The doctor came back in at 12:00am and nothing had changed. He told us that we needed to go ahead with the procedure and had the nurses prep James and I. I was so devastated. I tried so hard not to cry as the nurse went over things with James and I. After she left I sobbed and James tried to help as much as he could to calm me down.
            About a half hour later they look me back to the OR and James went to get his gear on. It felt like he was gone forever. They had me all set up and I started asking if he was coming. They let me know they wouldn’t start without him. I cried the entire time. I started asking myself what I did wrong. Telling myself I could have done things differently and I would have had my baby the way I wanted to. Then another voice began to speak to my heart. Letting me know it was going to be okay. I calmed down inside and started searching in my head for a verse from scripture to cling to.
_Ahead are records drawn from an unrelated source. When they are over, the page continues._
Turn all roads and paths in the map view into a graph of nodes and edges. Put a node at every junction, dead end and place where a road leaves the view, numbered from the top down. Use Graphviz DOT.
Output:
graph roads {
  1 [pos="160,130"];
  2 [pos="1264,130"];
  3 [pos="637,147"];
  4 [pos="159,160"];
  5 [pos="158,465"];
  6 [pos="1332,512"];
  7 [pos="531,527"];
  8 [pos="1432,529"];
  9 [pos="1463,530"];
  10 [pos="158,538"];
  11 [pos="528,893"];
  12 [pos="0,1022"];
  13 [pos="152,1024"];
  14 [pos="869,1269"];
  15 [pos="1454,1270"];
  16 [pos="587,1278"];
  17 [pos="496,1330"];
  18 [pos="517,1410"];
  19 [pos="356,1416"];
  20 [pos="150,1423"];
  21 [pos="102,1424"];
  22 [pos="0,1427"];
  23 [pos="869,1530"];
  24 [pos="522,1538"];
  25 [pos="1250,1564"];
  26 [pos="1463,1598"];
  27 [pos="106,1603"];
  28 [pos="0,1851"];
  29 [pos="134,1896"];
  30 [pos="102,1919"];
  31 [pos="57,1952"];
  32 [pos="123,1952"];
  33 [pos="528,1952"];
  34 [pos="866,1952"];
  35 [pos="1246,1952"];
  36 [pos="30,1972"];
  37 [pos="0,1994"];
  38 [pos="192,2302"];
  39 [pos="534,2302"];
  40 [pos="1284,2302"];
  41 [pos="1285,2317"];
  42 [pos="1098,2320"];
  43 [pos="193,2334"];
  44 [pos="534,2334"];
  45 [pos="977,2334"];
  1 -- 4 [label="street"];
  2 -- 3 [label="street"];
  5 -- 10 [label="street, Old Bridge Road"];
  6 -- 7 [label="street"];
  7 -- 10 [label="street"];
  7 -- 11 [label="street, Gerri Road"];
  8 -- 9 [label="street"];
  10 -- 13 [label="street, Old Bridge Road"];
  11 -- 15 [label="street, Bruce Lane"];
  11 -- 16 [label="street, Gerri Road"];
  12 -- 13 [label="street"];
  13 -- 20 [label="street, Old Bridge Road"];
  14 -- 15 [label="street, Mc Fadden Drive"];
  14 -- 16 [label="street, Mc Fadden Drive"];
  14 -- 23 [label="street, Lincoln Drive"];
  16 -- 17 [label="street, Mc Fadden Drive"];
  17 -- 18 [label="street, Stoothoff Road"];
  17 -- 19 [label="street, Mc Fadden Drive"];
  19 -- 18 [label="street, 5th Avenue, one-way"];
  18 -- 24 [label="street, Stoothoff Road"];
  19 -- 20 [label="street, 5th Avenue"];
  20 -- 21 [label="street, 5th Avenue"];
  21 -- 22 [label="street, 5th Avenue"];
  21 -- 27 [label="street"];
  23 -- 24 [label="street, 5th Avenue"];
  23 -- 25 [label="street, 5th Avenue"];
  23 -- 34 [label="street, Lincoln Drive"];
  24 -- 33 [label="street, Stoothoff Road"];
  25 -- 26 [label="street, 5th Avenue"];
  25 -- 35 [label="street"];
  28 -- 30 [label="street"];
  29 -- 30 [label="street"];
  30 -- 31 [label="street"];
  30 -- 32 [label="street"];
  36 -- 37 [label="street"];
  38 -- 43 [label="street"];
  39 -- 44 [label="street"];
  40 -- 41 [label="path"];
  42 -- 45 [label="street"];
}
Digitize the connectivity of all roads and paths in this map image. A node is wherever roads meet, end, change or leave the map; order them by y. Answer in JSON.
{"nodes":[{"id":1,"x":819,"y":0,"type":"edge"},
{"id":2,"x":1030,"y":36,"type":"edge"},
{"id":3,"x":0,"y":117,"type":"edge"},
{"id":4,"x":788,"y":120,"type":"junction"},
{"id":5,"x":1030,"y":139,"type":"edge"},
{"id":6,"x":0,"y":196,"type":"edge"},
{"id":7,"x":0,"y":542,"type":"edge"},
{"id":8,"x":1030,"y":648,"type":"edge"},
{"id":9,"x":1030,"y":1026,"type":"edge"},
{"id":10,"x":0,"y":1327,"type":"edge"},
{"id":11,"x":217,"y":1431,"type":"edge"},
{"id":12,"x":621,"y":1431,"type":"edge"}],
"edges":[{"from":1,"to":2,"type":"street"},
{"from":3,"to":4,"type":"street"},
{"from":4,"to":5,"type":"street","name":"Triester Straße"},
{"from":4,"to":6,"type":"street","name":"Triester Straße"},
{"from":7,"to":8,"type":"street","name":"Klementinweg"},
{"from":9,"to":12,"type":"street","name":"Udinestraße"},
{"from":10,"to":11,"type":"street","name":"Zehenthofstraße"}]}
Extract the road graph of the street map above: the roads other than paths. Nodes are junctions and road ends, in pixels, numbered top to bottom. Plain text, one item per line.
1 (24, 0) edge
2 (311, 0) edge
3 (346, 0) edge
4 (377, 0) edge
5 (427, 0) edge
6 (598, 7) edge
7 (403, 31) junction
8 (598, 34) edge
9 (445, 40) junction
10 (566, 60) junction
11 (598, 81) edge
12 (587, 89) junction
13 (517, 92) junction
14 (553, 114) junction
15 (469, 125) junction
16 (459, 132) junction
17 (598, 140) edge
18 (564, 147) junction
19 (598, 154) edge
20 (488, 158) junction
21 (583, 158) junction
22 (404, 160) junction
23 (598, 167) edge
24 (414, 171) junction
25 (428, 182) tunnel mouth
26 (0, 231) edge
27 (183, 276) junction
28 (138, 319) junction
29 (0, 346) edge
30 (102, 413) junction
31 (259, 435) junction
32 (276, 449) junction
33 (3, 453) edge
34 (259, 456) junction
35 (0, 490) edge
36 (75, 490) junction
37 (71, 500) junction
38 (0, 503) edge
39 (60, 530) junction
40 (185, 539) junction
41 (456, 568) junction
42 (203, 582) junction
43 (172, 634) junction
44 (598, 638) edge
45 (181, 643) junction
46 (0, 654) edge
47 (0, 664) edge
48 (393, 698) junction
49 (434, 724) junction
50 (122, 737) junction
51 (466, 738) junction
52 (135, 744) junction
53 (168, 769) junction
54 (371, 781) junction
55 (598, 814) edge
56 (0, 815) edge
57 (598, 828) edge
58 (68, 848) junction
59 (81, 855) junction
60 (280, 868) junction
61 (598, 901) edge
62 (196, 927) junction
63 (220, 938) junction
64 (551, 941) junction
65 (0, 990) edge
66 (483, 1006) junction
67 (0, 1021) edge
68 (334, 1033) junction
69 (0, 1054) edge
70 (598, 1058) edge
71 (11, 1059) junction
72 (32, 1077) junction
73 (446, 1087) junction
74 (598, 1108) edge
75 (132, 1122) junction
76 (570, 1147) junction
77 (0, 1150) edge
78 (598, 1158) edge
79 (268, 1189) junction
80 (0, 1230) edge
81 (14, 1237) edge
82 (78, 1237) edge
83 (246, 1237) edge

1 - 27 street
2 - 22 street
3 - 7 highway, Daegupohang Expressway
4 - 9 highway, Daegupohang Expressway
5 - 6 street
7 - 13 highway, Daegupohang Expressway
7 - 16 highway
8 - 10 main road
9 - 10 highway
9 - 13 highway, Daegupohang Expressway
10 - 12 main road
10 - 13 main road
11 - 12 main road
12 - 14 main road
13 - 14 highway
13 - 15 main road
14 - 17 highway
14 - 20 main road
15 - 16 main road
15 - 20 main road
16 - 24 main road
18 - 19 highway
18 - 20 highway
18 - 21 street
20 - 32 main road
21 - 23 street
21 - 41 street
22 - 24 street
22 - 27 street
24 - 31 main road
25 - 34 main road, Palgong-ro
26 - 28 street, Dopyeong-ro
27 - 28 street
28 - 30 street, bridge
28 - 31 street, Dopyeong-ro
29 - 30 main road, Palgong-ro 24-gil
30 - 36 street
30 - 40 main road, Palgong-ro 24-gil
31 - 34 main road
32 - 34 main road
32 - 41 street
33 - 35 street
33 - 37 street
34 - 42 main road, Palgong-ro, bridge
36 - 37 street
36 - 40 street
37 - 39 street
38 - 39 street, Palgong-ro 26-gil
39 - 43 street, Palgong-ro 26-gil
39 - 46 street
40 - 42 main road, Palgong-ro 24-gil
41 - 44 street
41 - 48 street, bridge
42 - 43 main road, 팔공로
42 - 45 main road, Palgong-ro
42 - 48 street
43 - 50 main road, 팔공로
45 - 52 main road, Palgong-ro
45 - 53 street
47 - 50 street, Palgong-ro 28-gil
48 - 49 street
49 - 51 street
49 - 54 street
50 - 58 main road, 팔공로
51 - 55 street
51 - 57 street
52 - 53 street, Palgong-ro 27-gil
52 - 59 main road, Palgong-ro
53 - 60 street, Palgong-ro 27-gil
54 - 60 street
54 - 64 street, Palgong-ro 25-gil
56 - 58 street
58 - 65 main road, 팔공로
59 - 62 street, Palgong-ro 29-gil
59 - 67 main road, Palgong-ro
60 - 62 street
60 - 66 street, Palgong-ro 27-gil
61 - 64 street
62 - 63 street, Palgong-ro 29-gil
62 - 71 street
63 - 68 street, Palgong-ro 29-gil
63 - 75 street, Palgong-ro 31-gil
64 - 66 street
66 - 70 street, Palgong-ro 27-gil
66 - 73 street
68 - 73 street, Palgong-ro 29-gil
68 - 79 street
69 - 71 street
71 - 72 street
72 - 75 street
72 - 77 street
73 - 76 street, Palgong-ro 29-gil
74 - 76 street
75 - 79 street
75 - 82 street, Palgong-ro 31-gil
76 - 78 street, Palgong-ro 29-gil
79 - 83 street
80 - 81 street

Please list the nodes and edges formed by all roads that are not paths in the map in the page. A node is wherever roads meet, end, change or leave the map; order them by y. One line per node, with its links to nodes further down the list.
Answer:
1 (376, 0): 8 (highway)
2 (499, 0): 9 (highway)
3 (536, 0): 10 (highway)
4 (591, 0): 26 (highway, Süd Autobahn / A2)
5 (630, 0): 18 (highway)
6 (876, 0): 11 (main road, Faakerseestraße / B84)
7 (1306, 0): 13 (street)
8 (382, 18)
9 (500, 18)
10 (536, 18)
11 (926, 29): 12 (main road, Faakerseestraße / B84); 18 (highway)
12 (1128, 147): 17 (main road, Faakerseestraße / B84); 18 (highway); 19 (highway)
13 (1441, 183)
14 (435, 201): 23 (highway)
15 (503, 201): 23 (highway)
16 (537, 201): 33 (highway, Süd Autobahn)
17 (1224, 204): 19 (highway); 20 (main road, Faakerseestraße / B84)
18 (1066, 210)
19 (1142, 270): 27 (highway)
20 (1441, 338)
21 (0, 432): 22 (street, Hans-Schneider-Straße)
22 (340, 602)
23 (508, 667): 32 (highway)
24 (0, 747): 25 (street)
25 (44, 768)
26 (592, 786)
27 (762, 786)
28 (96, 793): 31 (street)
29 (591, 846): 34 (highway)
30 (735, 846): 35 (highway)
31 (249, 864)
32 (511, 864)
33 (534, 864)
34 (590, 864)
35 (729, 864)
I came to Nehemiah 8:10 …”The Joy of the Lord is my strength”. I told myself that no matter how my child came this was going to be one of the happiest moments in my life. I repeated that verse over and over and over again until James came. He held my hand and the procedure began. He talked to me. Reminding me that we were having a baby. Letting me know how excited he was to meet him and hold him. I told him my verse and what the Lord had spoken to my heart and cried. I was so excited and yet still heart broken. 
            Then it happened I heard my Isaiah, a little cry from the other side of the curtain. In a split second I went from tears of sadness to tears of the purest joy ever. My heart filled up with so much joy and excitement. I was no longer upset. They checked him out, wrapped him up and handed him to James. He put Isaiah as close as he could to my chest and face. I kissed his cheek and met my little one. What a wonderful moment. 9 months 3 weeks and 5 days and he was finally here!